= Student Learning Objectives =

A Student Learning Objectives (SLO) is an assessment tool that allows a teacher to quantify their impact on student achievement as measured within the parameters of a particular academic or elective standard.

== Characteristics ==
In many cases, the standards that will be addressed will be drawn from the Common Core State Standards. Typically the SLO is developed between the teacher and their direct supervisor or principal.

A SLO is an assessment tool that allows a teacher to quantify their impact on student achievement as measured within the parameters of a particular academic or elective standard. In many cases, the standards that will be addressed will be drawn from the Common Core State Standards. Typically the SLO is developed between the teacher and their direct supervisor or principal. As the school year or pre-selected term of the SLO administration proceeds, the teacher will make frequent checks for understanding through various formative assessments. This will allow the teacher to determine the progression of learning for the student research group. At the conclusion of the school year, the teacher will collect the results and meet with their direct supervisor to discuss the data as it applies to the original goal statement. SLOs have to be content and course specific with outcomes that can be measured. One of the main benefits of developing and implementing strong SLOs is the ability to increase student achievement at the classroom level. SLOs are being used as a percentage in the overall teacher evaluation system because it can quantify the pedagogical impact a teacher has on a specific set of students.

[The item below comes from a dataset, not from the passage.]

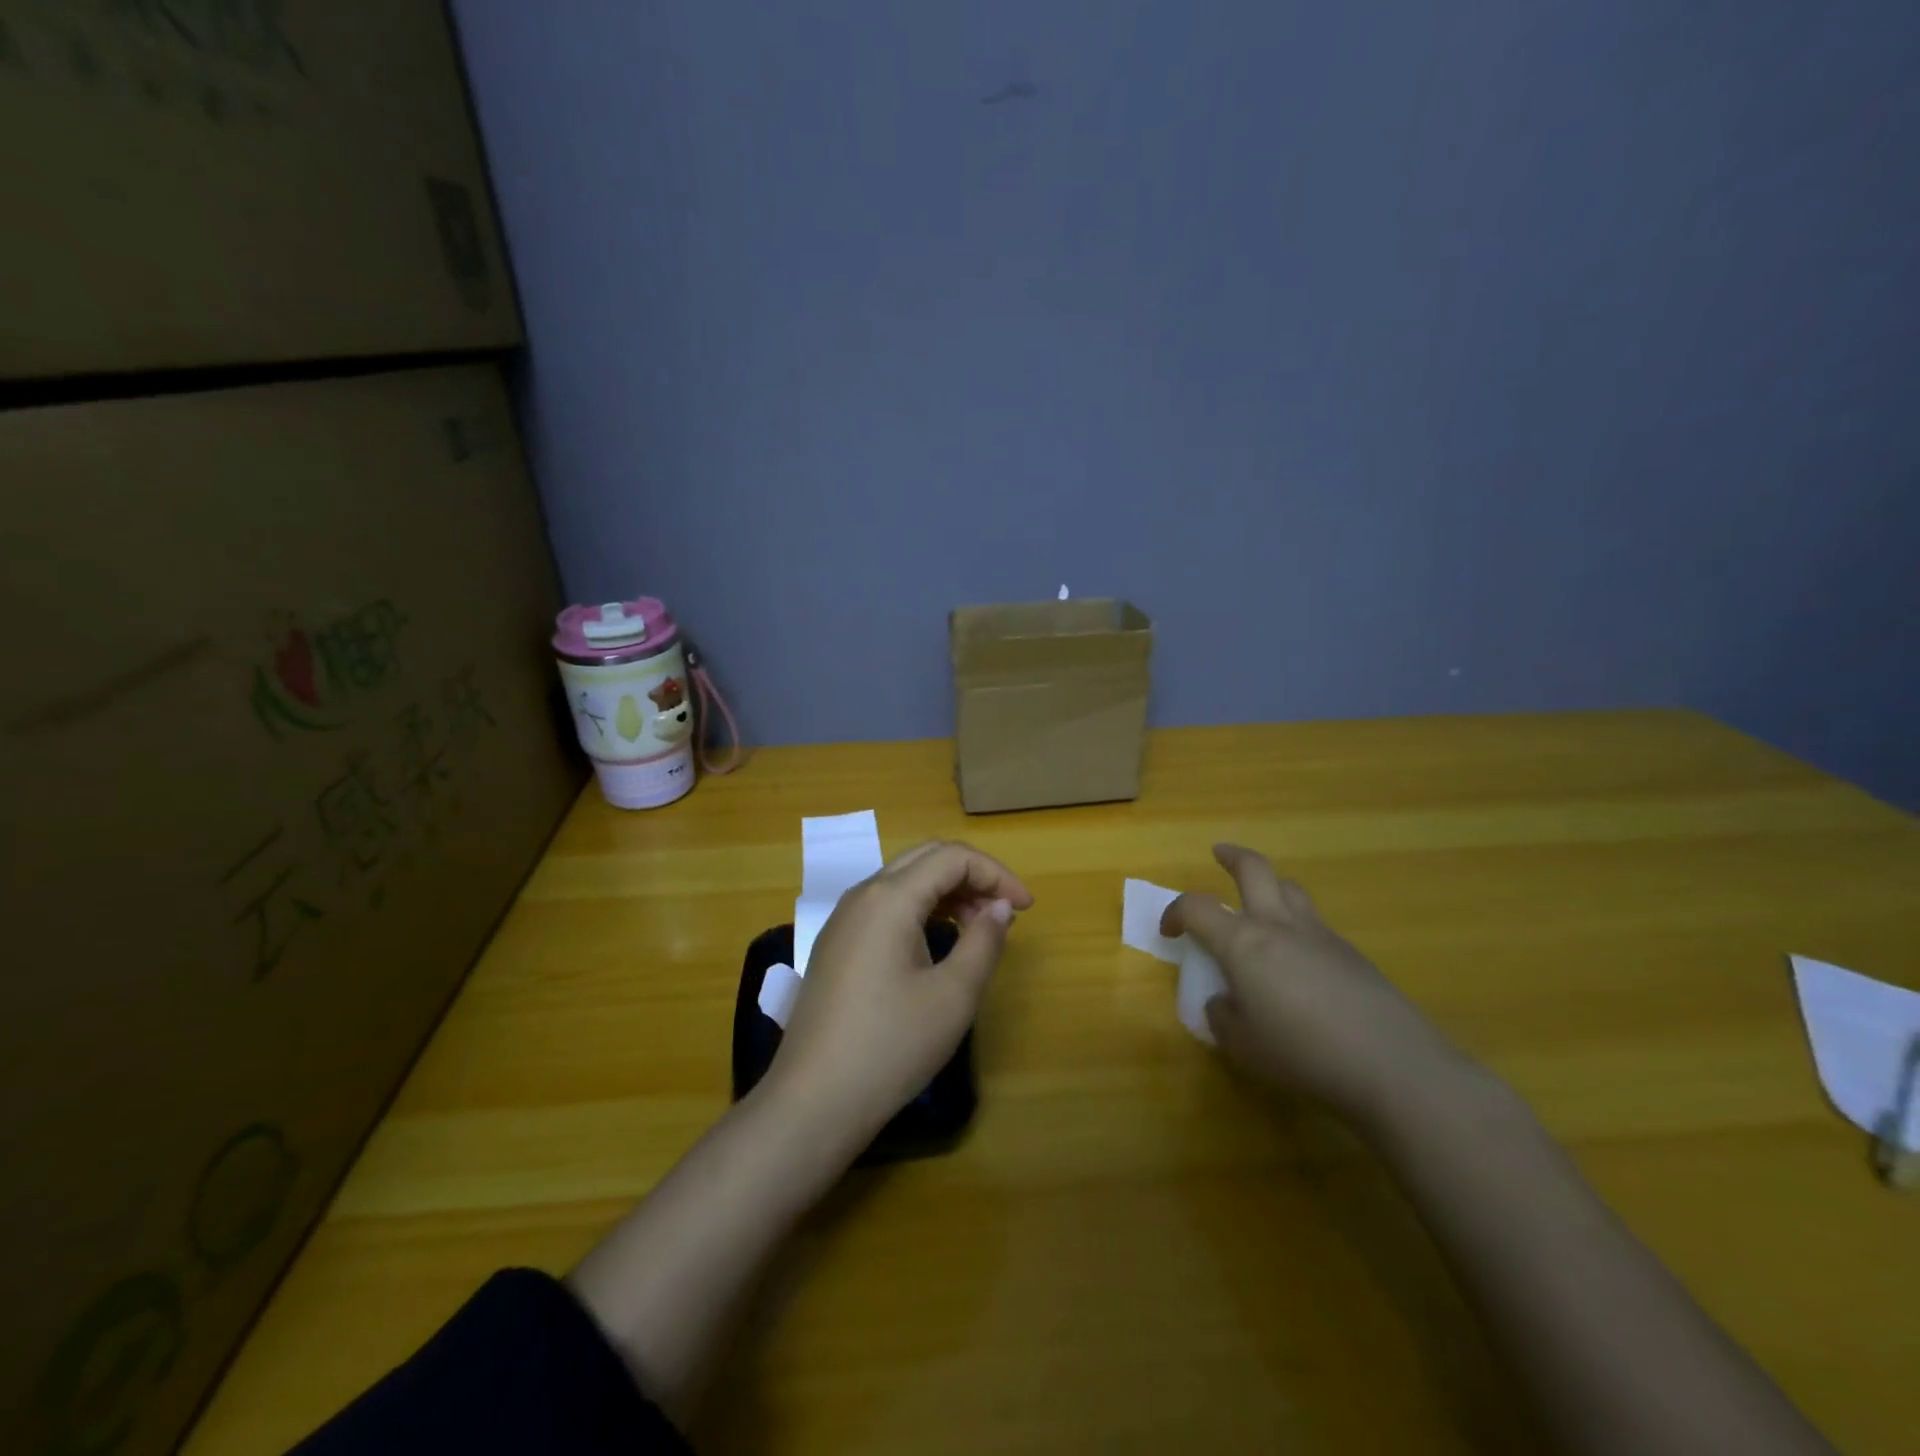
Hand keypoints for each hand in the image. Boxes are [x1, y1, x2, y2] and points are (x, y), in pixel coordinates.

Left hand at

An objective is a small goal that needs to be met on the way to fulfilling the larger course outcome or goal. A typical course will have four to five objectives that focus the various learning activities.

== Elements ==
- Data-driven instruction & assessment - The local education agency (LEA) should review past data gathering systems to determine an overarching goal for individual teacher SLO development. It is important to include all educational stakeholders in this process. One was that this could be accomplished is to discuss the SLO with parents on "Meet the Teacher" night. The feedback from the parents would help to validate the importance of the SLO in the lives of students and their parents. Another way to include parents in the discussion would be to sponsor a Google Document that encourages collaboration on the actual SLO document itself.
- Standards-alignment - The development of an effective SLO starts with locating an academic standard that promotes rigorous student learning that results in a measurable student product or outcome. One way to motivate reluctant learners to engage in rigorous academic achievement is to add relevance to their instruction and assessments. For example, when working with a literacy standard dealing with non-fiction reading comprehension it would be beneficial to use real-world documents like an electric bill or an over-the-counter children's pain relief label. The students apply their reading comprehension strategies to documents that they are likely to encounter in the future.
- Instructional timeframe - A SLO can occur within any given timeframe between pre-assessment and post-assessment, but the recommended time period is one academic year.

=== Parts ===
Source:

- Learning goals - A teacher-developed description of what the student will know and be able to do at the end of a course based upon an overarching idea for the academic or elective discipline. A teacher will know that they have an effective learning goal when the knowledge or skill can be applied to life outside the classroom. Learning goals provide a common thread that link all units and learning situations within a course. It often answers the question, "What is the BIG idea?"
- Assessments - Valid assessments should support the student progress toward meeting an enduring understanding within the learning goal. The assessments should be based upon standards-aligned to the learning goal. Formative assessment should be collected at multiple points in the semester to determine if the students are on pace to meet the learning goal in the final summative assessment.
- Targets - Using baseline data gleaned from past performance or collected with a pre-assessment, the teacher will contextualize the SLO by establishing class-specific targets for performance levels. It is important to be ambitious and also realistic about expectations of student performance.